Reach for YARA when the question is "is this specific file or family of files present somewhere in our environment?" Common uses include scanning endpoints for known malware families, sweeping file shares for suspicious executables, and validating that a particular ransomware variant identified during an incident is or is not present elsewhere. The strain identification work introduced in Chapter 12 frequently relies on YARA matching against community rule sets such as those maintained by the YARA-Rules project and individual researchers.

Sigma: Log-Based Detection Rules

Sigma is to logs what YARA is to files. It provides a generic, vendor-agnostic signature format for log-based detections. A Sigma rule describes a pattern in log data using a structured YAML format, and a converter translates that rule into the query language of the target SIEM, whether that is Splunk Search Processing Language (SPL), Elastic Query DSL, Microsoft Sentinel Kusto Query Language (KQL), or another platform's syntax.
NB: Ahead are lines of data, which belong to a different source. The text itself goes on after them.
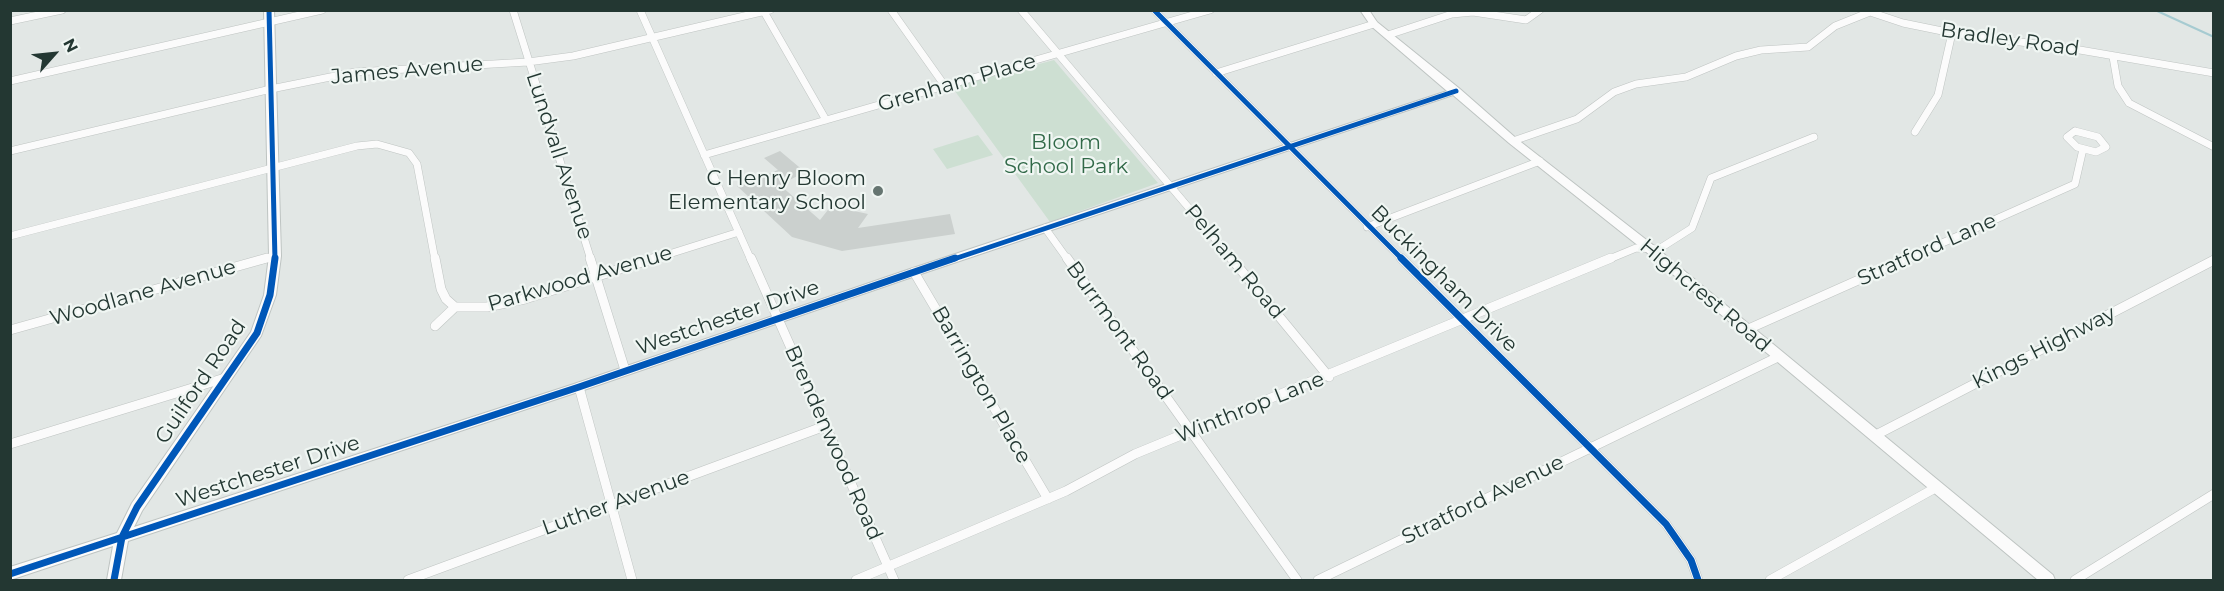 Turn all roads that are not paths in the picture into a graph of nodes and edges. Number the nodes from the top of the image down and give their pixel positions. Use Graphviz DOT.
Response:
graph roads {
  1 [pos="62,10"];
  2 [pos="322,10"];
  3 [pos="513,10"];
  4 [pos="640,10"];
  5 [pos="891,10"];
  6 [pos="1022,10"];
  7 [pos="1154,10"];
  8 [pos="1210,10"];
  9 [pos="1364,10"];
  10 [pos="1540,10"];
  11 [pos="765,11"];
  12 [pos="269,16"];
  13 [pos="10,21"];
  14 [pos="1167,23"];
  15 [pos="1374,24"];
  16 [pos="1952,33"];
  17 [pos="1388,35"];
  18 [pos="653,39"];
  19 [pos="1058,54"];
  20 [pos="2113,57"];
  21 [pos="528,62"];
  22 [pos="1216,73"];
  23 [pos="2214,73"];
  24 [pos="10,81"];
  25 [pos="945,86"];
  26 [pos="271,89"];
  27 [pos="1456,92"];
  28 [pos="826,120"];
  29 [pos="1915,132"];
  30 [pos="1814,137"];
  31 [pos="1514,141"];
  32 [pos="1290,146"];
  33 [pos="2214,147"];
  34 [pos="2083,149"];
  35 [pos="10,151"];
  36 [pos="704,155"];
  37 [pos="1540,161"];
  38 [pos="271,168"];
  39 [pos="1171,185"];
  40 [pos="1367,227"];
  41 [pos="1045,228"];
  42 [pos="739,232"];
  43 [pos="10,236"];
  44 [pos="1649,248"];
  45 [pos="275,256"];
  46 [pos="2214,260"];
  47 [pos="914,272"];
  48 [pos="598,277"];
  49 [pos="455,307"];
  50 [pos="778,318"];
  51 [pos="1463,320"];
  52 [pos="435,326"];
  53 [pos="10,330"];
  54 [pos="1746,330"];
  55 [pos="1778,357"];
  56 [pos="625,370"];
  57 [pos="1329,376"];
  58 [pos="227,378"];
  59 [pos="579,387"];
  60 [pos="825,426"];
  61 [pos="1191,431"];
  62 [pos="1874,436"];
  63 [pos="10,444"];
  64 [pos="1590,447"];
  65 [pos="1937,487"];
  66 [pos="2214,494"];
  67 [pos="1048,499"];
  68 [pos="613,504"];
  69 [pos="122,537"];
  70 [pos="888,567"];
  71 [pos="10,574"];
  72 [pos="114,580"];
  73 [pos="408,580"];
  74 [pos="632,580"];
  75 [pos="856,580"];
  76 [pos="894,580"];
  77 [pos="1297,580"];
  78 [pos="1318,580"];
  79 [pos="1698,580"];
  80 [pos="1770,580"];
  81 [pos="2048,580"];
  82 [pos="2075,580"];
  1 -- 13 [label="street"];
  2 -- 12 [label="street"];
  3 -- 21 [label="street, Lundvall Avenue"];
  4 -- 18 [label="street, Brendenwood Road"];
  5 -- 25 [label="street"];
  6 -- 19 [label="street, Pelham Road"];
  7 -- 14 [label="street, Buckingham Drive"];
  8 -- 14 [label="street, Grenham Place"];
  9 -- 15 [label="street, Highcrest Road"];
  10 -- 17 [label="street"];
  11 -- 18 [label="street, James Avenue"];
  11 -- 28 [label="street"];
  12 -- 24 [label="street"];
  12 -- 26 [label="street, Guilford Road"];
  14 -- 19 [label="street, Grenham Place"];
  14 -- 22 [label="street, Buckingham Drive"];
  15 -- 17 [label="street, Highcrest Road"];
  15 -- 22 [label="street"];
  16 -- 20 [label="street, Bradley Road"];
  16 -- 29 [label="street"];
  16 -- 31 [label="street, Bradley Road"];
  17 -- 27 [label="street, Highcrest Road"];
  18 -- 21 [label="street, James Avenue"];
  18 -- 36 [label="street, Brendenwood Road"];
  19 -- 25 [label="street, Grenham Place"];
  19 -- 39 [label="street, Pelham Road"];
  20 -- 23 [label="street, Bradley Road"];
  20 -- 33 [label="street"];
  21 -- 26 [label="street, James Avenue"];
  21 -- 48 [label="street, Lundvall Avenue"];
  22 -- 32 [label="street, Buckingham Drive"];
  25 -- 28 [label="street, Grenham Place"];
  26 -- 35 [label="street, James Avenue"];
  26 -- 38 [label="street, Guilford Road"];
  27 -- 31 [label="street, Highcrest Road"];
  27 -- 32 [label="street, Westchester Drive"];
  28 -- 36 [label="street, Grenham Place"];
  30 -- 44 [label="street, Winthrop Lane"];
  31 -- 37 [label="street, Highcrest Road"];
  32 -- 39 [label="street, Westchester Drive"];
  32 -- 40 [label="street, Buckingham Drive"];
  34 -- 34 [label="street"];
  34 -- 54 [label="street, Stratford Lane"];
  36 -- 42 [label="street, Brendenwood Road"];
  37 -- 40 [label="street"];
  37 -- 44 [label="street, Highcrest Road"];
  38 -- 43 [label="street"];
  38 -- 45 [label="street, Guilford Road"];
  38 -- 49 [label="street"];
  39 -- 41 [label="street, Westchester Drive"];
  39 -- 57 [label="street, Pelham Road"];
  40 -- 51 [label="street, Buckingham Drive"];
  41 -- 47 [label="street, Westchester Drive"];
  41 -- 61 [label="street, Burrmont Road"];
  42 -- 48 [label="street, Parkwood Avenue"];
  42 -- 50 [label="street, Brendenwood Road"];
  44 -- 51 [label="street, Winthrop Lane"];
  44 -- 54 [label="street, Highcrest Road"];
  45 -- 53 [label="street, Woodlane Avenue"];
  45 -- 58 [label="street, Guilford Road"];
  46 -- 62 [label="street, Kings Highway"];
  47 -- 50 [label="street, Westchester Drive"];
  47 -- 67 [label="street, Barrington Place"];
  48 -- 49 [label="street, Parkwood Avenue"];
  48 -- 56 [label="street, Lundvall Avenue"];
  49 -- 52 [label="street"];
  50 -- 56 [label="street, Westchester Drive"];
  50 -- 60 [label="street, Brendenwood Road"];
  51 -- 57 [label="street, Winthrop Lane"];
  51 -- 64 [label="street, Buckingham Drive"];
  54 -- 55 [label="street, Highcrest Road"];
  55 -- 62 [label="street, Highcrest Road"];
  55 -- 64 [label="street, Stratford Avenue"];
  56 -- 59 [label="street, Westchester Drive"];
  57 -- 61 [label="street, Winthrop Lane"];
  58 -- 63 [label="street"];
  58 -- 69 [label="street, Guilford Road"];
  59 -- 68 [label="street"];
  59 -- 69 [label="street, Westchester Drive"];
  60 -- 68 [label="street, Luther Avenue"];
  60 -- 70 [label="street, Brendenwood Road"];
  61 -- 67 [label="street, Winthrop Lane"];
  61 -- 77 [label="street, Burrmont Road"];
  62 -- 65 [label="street, Highcrest Road"];
  64 -- 78 [label="street, Stratford Avenue"];
  64 -- 79 [label="street, Buckingham Drive"];
  65 -- 80 [label="street"];
  65 -- 81 [label="street, Highcrest Road"];
  66 -- 82 [label="street"];
  67 -- 70 [label="street, Winthrop Lane"];
  68 -- 73 [label="street, Luther Avenue"];
  68 -- 74 [label="street"];
  69 -- 71 [label="street, Westchester Drive"];
  69 -- 72 [label="street, Guilford Road"];
  70 -- 75 [label="street, Winthrop Lane"];
  70 -- 76 [label="street, Brendenwood Road"];
} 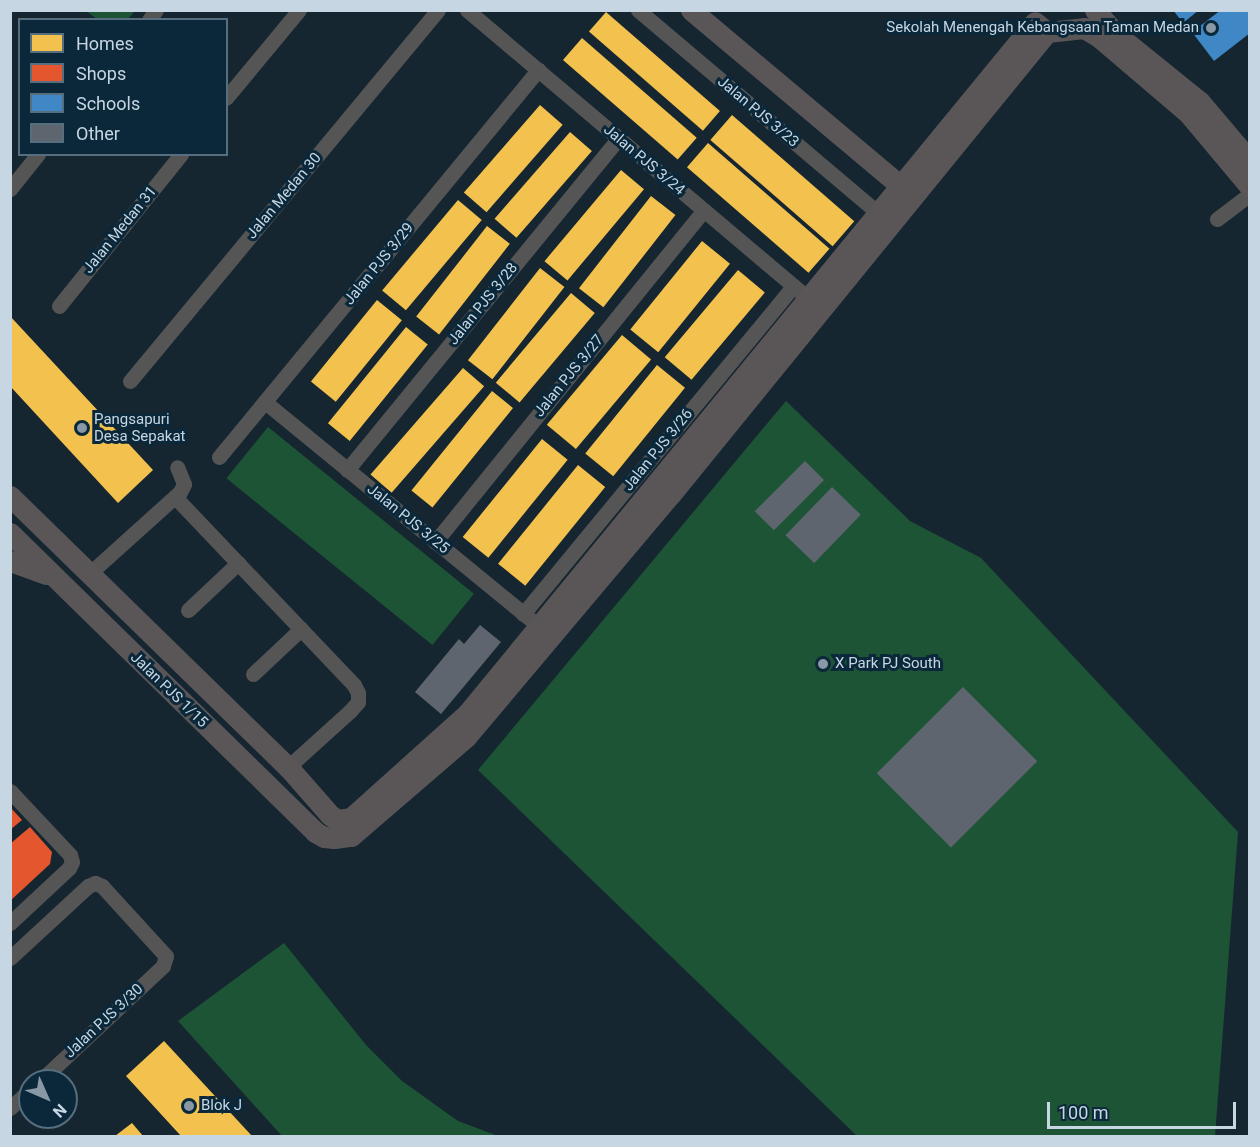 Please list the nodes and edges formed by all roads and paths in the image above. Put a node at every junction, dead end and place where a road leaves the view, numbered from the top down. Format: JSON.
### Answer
{"nodes":[{"id":1,"x":299,"y":10,"type":"edge"},
{"id":2,"x":438,"y":10,"type":"edge"},
{"id":3,"x":467,"y":10,"type":"edge"},
{"id":4,"x":638,"y":10,"type":"edge"},
{"id":5,"x":691,"y":10,"type":"edge"},
{"id":6,"x":1095,"y":10,"type":"edge"},
{"id":7,"x":1038,"y":21,"type":"edge"},
{"id":8,"x":538,"y":70,"type":"junction"},
{"id":9,"x":228,"y":96,"type":"edge"},
{"id":10,"x":619,"y":138,"type":"junction"},
{"id":11,"x":36,"y":156,"type":"edge"},
{"id":12,"x":179,"y":156,"type":"edge"},
{"id":13,"x":1250,"y":160,"type":"edge"},
{"id":14,"x":1250,"y":187,"type":"edge"},
{"id":15,"x":10,"y":189,"type":"edge"},
{"id":16,"x":907,"y":191,"type":"junction"},
{"id":17,"x":1250,"y":194,"type":"edge"},
{"id":18,"x":704,"y":210,"type":"junction"},
{"id":19,"x":878,"y":213,"type":"junction"},
{"id":20,"x":1217,"y":219,"type":"dead end"},
{"id":21,"x":808,"y":298,"type":"junction"},
{"id":22,"x":58,"y":306,"type":"dead end"},
{"id":23,"x":130,"y":381,"type":"dead end"},
{"id":24,"x":265,"y":402,"type":"junction"},
{"id":25,"x":219,"y":457,"type":"dead end"},
{"id":26,"x":177,"y":467,"type":"dead end"},
{"id":27,"x":347,"y":470,"type":"junction"},
{"id":28,"x":10,"y":496,"type":"edge"},
{"id":29,"x":175,"y":497,"type":"junction"},
{"id":30,"x":27,"y":514,"type":"junction"},
{"id":31,"x":10,"y":531,"type":"edge"},
{"id":32,"x":435,"y":542,"type":"junction"},
{"id":33,"x":10,"y":561,"type":"edge"},
{"id":34,"x":238,"y":563,"type":"junction"},
{"id":35,"x":90,"y":573,"type":"junction"},
{"id":36,"x":55,"y":578,"type":"junction"},
{"id":37,"x":188,"y":610,"type":"dead end"},
{"id":38,"x":537,"y":626,"type":"junction"},
{"id":39,"x":301,"y":629,"type":"junction"},
{"id":40,"x":253,"y":675,"type":"dead end"},
{"id":41,"x":288,"y":767,"type":"junction"},
{"id":42,"x":10,"y":791,"type":"edge"},
{"id":43,"x":370,"y":803,"type":"junction"},
{"id":44,"x":336,"y":829,"type":"junction"},
{"id":45,"x":10,"y":923,"type":"edge"},
{"id":46,"x":10,"y":958,"type":"edge"},
{"id":47,"x":52,"y":1069,"type":"edge"}],
"edges":[{"from":1,"to":9,"type":"street"},
{"from":2,"to":23,"type":"street","name":"Jalan Medan 30"},
{"from":3,"to":8,"type":"street","name":"Jalan PJS 3/24"},
{"from":4,"to":19,"type":"street","name":"Jalan PJS 3/23"},
{"from":5,"to":16,"type":"main road"},
{"from":6,"to":13,"type":"main road"},
{"from":7,"to":14,"type":"main road"},
{"from":7,"to":16,"type":"main road"},
{"from":8,"to":10,"type":"street","name":"Jalan PJS 3/24"},
{"from":8,"to":24,"type":"street","name":"Jalan PJS 3/29"},
{"from":10,"to":18,"type":"street","name":"Jalan PJS 3/24"},
{"from":10,"to":27,"type":"street","name":"Jalan PJS 3/28"},
{"from":11,"to":15,"type":"street"},
{"from":12,"to":22,"type":"street","name":"Jalan Medan 31"},
{"from":16,"to":19,"type":"main road"},
{"from":16,"to":21,"type":"main road"},
{"from":17,"to":20,"type":"street"},
{"from":18,"to":21,"type":"street","name":"Jalan PJS 3/24"},
{"from":18,"to":32,"type":"street","name":"Jalan PJS 3/27"},
{"from":19,"to":21,"type":"main road"},
{"from":21,"to":38,"type":"main road"},
{"from":24,"to":25,"type":"street","name":"Jalan PJS 3/29"},
{"from":24,"to":27,"type":"street","name":"Jalan PJS 3/25"},
{"from":26,"to":29,"type":"street"},
{"from":27,"to":32,"type":"street","name":"Jalan PJS 3/25"},
{"from":28,"to":30,"type":"main road","name":"Jalan PJS 1/15"},
{"from":29,"to":34,"type":"street"},
{"from":29,"to":35,"type":"street"},
{"from":30,"to":31,"type":"main road"},
{"from":30,"to":35,"type":"main road","name":"Jalan PJS 1/15"},
{"from":31,"to":36,"type":"main road","name":"Jalan PJS 1/15"},
{"from":32,"to":38,"type":"street","name":"Jalan PJS 3/25"},
{"from":33,"to":36,"type":"main road"},
{"from":34,"to":37,"type":"street"},
{"from":34,"to":39,"type":"street"},
{"from":35,"to":41,"type":"main road","name":"Jalan PJS 1/15"},
{"from":36,"to":44,"type":"main road","name":"Jalan PJS 1/15"},
{"from":38,"to":43,"type":"main road"},
{"from":38,"to":44,"type":"main road"},
{"from":39,"to":40,"type":"street"},
{"from":39,"to":41,"type":"street"},
{"from":41,"to":43,"type":"main road"},
{"from":41,"to":44,"type":"main road","name":"Jalan PJS 1/15"},
{"from":42,"to":45,"type":"street"},
{"from":43,"to":44,"type":"main road"},
{"from":46,"to":47,"type":"street","name":"Jalan PJS 3/30"}]} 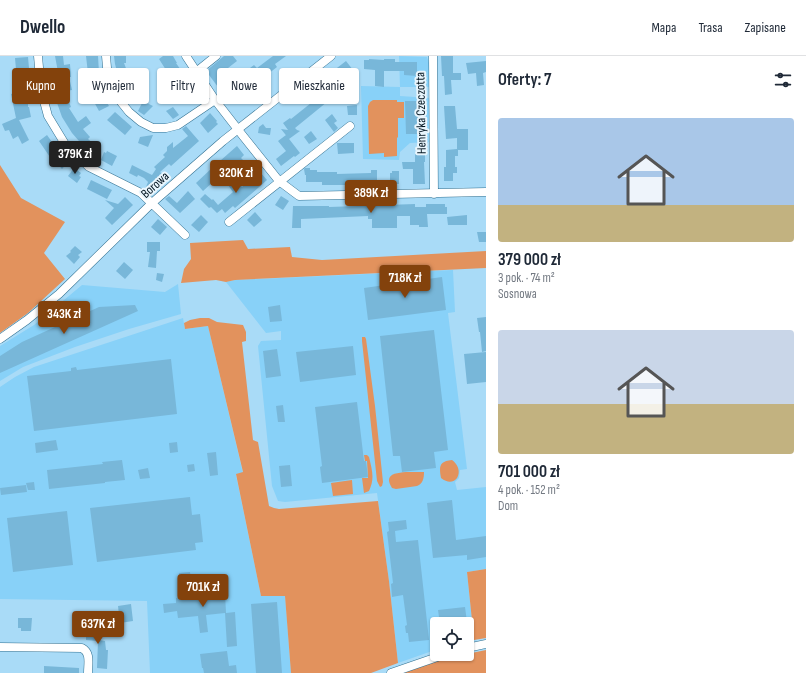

Reach for Sigma when the question is "does this behavioral pattern appear in our log data, and can we share the detection across teams?" Sigma is the lingua franca of the open detection community. Threat researchers publish Sigma rules for newly observed TTPs, and any organization can import those rules and convert them to their native SIEM language. When a hunt discovers a new behavioral indicator, codifying the finding as a Sigma rule lets the team deploy it to the SIEM for continuous automated detection. This is the practical mechanism behind the hunt-to-detection pipeline introduced later in this chapter.

RITA: Network Beacon Detection

Real Intelligence Threat Analytics (RITA) is an open-source framework that analyzes Zeek (formerly Bro) network logs to detect beaconing behavior. A beacon is the regular, periodic communication between a compromised host and a command-and-control (C2) server. Modern offensive frameworks such as Cobalt Strike, Sliver, and Mythic all rely on beaconing because it allows the operator to retain control of an implant without holding a continuously open session.

Beacons are difficult to catch with signature-based network detection because the traffic itself often looks like legitimate HTTPS or DNS. RITA does not look at the content of the traffic. It looks at the timing. By measuring the intervals between connections from a single source to a single destination, RITA can identify hosts that are communicating with statistical regularity, even when the implant uses jitter (deliberate randomization) to disguise the pattern.

Reach for RITA when the question is "is anything in our environment talking to the same external destination on a regular cadence?" The tool is especially useful for hunting low-and-slow C2 channels and DNS-based C2 that evades the IDS/IPS. Containment of C2 channels was introduced in Chapter 9 as a priority during active incidents. RITA provides the proactive method for finding the channels that the IDS missed.

Frequency Analysis (Stacking)

Frequency analysis, often called "Least Frequency of Occurrence" stacking, inverts the usual hunting logic. Instead of looking for known-bad, stacking looks for rare. The hunter pulls a population of events (process executions, DNS queries, scheduled tasks, installed services) and ranks them by how often each value appears. The most common values are usually benign infrastructure noise. The least common values are candidates for investigation.

The hypothesis behind stacking is: "What is happening on this network that is not happening anywhere else?" Attackers blend in with normal traffic, but their tooling and infrastructure are, by definition, not normal in the victim environment. A workstation running a process that no other workstation runs, a DNS query to a domain queried by no other host, a scheduled task with a name unique to a single server: each of these is the kind of statistical outlier that signature-based detection cannot catch but stacking surfaces immediately.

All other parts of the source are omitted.